I have a super analytical brain, so when I moved to Arizona a few months ago and was presented with the option to choose between a fixed electricity rate or a variable rate that depends on what time of day I consume the most power, I knew right away that I needed more information to make an informed decision.
In this blog post, I’ll be walking you through the basic differences between fixed and variable electric rates, and we’ll analyze my actual usage over the past 6 months to determine which option is more cost effective.
Types of Electricity Rates
I get my electricity from Tucson Electric Power (TEP), and while they have a tool on their website that compares the different pricing plans, you need at least 12 months of account history to use it, so that’s part of the reason I decided to crunch these numbers myself. At TEP, there are actually 4 different pricing plans.
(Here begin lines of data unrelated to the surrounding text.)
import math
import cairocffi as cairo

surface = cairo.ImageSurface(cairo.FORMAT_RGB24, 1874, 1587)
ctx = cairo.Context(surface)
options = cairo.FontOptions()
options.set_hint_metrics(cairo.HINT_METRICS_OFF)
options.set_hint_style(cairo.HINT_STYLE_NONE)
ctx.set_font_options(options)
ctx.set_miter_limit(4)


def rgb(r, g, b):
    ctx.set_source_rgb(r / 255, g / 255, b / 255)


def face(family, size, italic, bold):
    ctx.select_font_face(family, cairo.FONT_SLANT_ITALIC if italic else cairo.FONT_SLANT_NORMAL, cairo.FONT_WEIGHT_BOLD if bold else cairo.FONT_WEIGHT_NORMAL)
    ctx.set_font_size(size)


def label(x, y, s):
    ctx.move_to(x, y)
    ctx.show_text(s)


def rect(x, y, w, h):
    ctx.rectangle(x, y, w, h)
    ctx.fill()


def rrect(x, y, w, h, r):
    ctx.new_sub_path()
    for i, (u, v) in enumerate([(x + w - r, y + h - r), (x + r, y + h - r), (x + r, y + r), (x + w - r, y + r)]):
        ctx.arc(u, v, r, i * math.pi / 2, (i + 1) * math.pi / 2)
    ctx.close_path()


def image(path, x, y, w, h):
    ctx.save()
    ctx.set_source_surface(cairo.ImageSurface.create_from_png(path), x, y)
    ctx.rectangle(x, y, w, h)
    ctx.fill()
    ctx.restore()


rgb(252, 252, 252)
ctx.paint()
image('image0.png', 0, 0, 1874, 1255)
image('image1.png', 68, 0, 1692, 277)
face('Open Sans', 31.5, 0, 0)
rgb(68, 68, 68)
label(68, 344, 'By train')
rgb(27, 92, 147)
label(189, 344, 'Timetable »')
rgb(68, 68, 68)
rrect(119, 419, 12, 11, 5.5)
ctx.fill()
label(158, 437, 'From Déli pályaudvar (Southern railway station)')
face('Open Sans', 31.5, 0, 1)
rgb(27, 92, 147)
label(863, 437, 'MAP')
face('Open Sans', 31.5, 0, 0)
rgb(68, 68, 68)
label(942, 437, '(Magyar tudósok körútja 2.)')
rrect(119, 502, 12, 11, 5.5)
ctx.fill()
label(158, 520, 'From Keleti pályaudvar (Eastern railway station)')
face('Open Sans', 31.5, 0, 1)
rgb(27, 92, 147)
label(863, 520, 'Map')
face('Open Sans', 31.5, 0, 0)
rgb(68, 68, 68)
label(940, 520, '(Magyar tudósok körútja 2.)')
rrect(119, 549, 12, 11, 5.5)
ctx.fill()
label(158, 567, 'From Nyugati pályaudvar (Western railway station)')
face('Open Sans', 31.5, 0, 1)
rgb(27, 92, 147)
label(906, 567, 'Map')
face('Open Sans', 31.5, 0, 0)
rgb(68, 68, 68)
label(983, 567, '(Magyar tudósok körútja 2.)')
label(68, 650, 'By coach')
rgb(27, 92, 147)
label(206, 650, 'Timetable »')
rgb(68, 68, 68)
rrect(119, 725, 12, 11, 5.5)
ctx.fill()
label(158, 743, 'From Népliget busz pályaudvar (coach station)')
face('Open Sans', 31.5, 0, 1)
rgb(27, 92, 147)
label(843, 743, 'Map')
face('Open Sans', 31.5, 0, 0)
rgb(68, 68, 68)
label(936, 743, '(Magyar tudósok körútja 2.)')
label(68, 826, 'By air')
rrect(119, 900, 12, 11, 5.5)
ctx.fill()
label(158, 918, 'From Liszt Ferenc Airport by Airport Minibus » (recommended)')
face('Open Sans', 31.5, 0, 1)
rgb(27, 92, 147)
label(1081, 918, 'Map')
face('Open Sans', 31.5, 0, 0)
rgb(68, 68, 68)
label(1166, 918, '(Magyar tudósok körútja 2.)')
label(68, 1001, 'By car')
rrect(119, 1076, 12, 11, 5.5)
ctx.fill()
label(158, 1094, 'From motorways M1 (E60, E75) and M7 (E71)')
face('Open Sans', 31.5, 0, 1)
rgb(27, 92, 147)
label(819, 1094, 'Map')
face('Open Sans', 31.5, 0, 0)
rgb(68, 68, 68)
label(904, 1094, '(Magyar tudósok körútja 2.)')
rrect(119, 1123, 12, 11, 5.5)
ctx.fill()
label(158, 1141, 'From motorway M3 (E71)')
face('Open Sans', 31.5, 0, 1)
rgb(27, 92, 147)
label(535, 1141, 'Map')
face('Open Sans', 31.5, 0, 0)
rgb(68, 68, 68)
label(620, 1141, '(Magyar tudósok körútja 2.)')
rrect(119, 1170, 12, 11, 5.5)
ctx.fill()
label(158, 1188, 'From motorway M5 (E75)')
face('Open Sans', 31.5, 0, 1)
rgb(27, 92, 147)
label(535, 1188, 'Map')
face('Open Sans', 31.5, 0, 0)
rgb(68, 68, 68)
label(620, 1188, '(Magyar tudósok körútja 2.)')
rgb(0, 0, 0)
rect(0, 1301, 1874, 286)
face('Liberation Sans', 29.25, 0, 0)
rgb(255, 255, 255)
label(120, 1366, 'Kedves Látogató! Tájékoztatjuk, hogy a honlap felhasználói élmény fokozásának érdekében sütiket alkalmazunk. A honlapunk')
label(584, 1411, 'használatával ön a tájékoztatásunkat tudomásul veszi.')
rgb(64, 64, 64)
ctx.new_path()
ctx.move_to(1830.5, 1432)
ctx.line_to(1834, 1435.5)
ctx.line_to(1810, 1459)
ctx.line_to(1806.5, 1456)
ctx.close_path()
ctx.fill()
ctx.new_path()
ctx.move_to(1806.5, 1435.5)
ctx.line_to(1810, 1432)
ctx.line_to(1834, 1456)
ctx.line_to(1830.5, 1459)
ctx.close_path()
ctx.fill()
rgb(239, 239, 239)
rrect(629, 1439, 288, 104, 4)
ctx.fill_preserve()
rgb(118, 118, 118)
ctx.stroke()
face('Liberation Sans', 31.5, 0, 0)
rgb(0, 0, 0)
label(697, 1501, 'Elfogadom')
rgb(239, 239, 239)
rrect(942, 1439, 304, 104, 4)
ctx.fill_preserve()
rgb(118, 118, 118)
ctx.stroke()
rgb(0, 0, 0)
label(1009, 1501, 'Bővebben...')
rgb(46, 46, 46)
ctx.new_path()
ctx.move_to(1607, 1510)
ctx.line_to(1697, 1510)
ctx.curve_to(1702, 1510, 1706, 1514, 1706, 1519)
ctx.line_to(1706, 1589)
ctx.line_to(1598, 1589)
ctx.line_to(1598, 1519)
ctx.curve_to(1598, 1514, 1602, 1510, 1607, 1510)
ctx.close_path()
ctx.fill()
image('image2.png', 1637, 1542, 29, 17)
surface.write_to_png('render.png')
I’ll be the first to admit is super confusing, but after reading through the literature for each one of them, I determined that the Basic plan is fixed rate while the Time of Use plan is variable rate.
We’re not even going to look at Peak Demand and Demand Time of Use since these plans are dependent on your highest hourly usage during on-peak hours which is just too complicated.
Fixed vs Variable Electricity Rates
Let’s focus on simply comparing the fixed rate plan with the variable rate plan to see which is most cost effective.
Power Supply Charges
As you might guess, the fixed rate plan has a single power supply charge per kWh for the summer, and one for the winter.
On the other hand, the variable rate plan has on-peak hours which correspond to a higher rate. During the summer, on-peak hours are from 3pm to 7pm and during the winter, on-peak hours are from 6-9am and 6-9pm, Monday through Friday.
The attractive aspect of the variable rate plan is the fact that the rate you pay during off-peak hours is cheaper than the rate you pay for the fixed rate plan. At the same time, you are essentially penalized with a higher rate when you consume electricity during on-peak hours.
In addition to power charges, there’s also energy charges which charge you a certain rate for the first 500 kWhs, the second 500 kWhs, and everything else after that.
The surprising difference between these plans is the fact that the energy rate for the variable plan is actually higher than the fixed plan for the first 500 kWhs. Other than that, everything else is the same.
Example Assuming Constant Energy Usage
Now, most people who are willing to shift their high-power usage (like laundry and air conditioning) to off-peak hours assume that the variable rate plan would ultimately be cheaper for them, and that’s what we’re here today to put to the test.
Okay, for simplicity sake, let’s assume that you use a constant amount of power each hour throughout the month.
During the summer, you’d have to use over 3,000 kWhs of electricity in order to benefit from the variable rate plan.
On the other hand, in the winter, the break even point is less than 1,000 kWhs.
To put this into perspective, during the hottest summer month here in Tucson Arizona, I consumed at most 1,300 kWhs to cool my 1,200 square foot house, and during the winter, my usage has dropped below 500 kWhs.
This is mostly because the difference between the on-peak hours rate and the fixed rate during the summer months is much greater than the difference in the winter months. In other words, electricity is really expensive in the desert during the summer.
Analyzing Actual Energy Usage in Tucson
Now more realistically, you aren’t going to use a constant amount of electricity every hour during the month, so next let’s take a look at my actual usage since moving to Arizona.
Since Tucson Electric Power gave me a spreadsheet with my hourly electricity usage every month since opening my account, it was actually quite trivial to plug in the variable electricity rates and determine what I would have spent if I initially chose that plan.
Without considering any taxes or fees, here is my actual usage and cost of electricity with the fixed rate plan vs what I would have spent with a variable rate plan.
As you can see in July, I would have spent more with the variable rate plan. Same thing in August and September. October was exactly the same cost either way. And finally, the fixed rate plan was also cheaper for me in November and December.
I’m actually quite surprised that these numbers are so close to each other, just separated by a matter of a few dollars at most.
The key takeaway here is that the variable rate plan will save you money on your electricity bill if you avoid high energy consumption during on-peak hours.
Also, it’s somewhat counterintuitive, but the more electricity you use, the more you’ll benefit from the variable rate plan.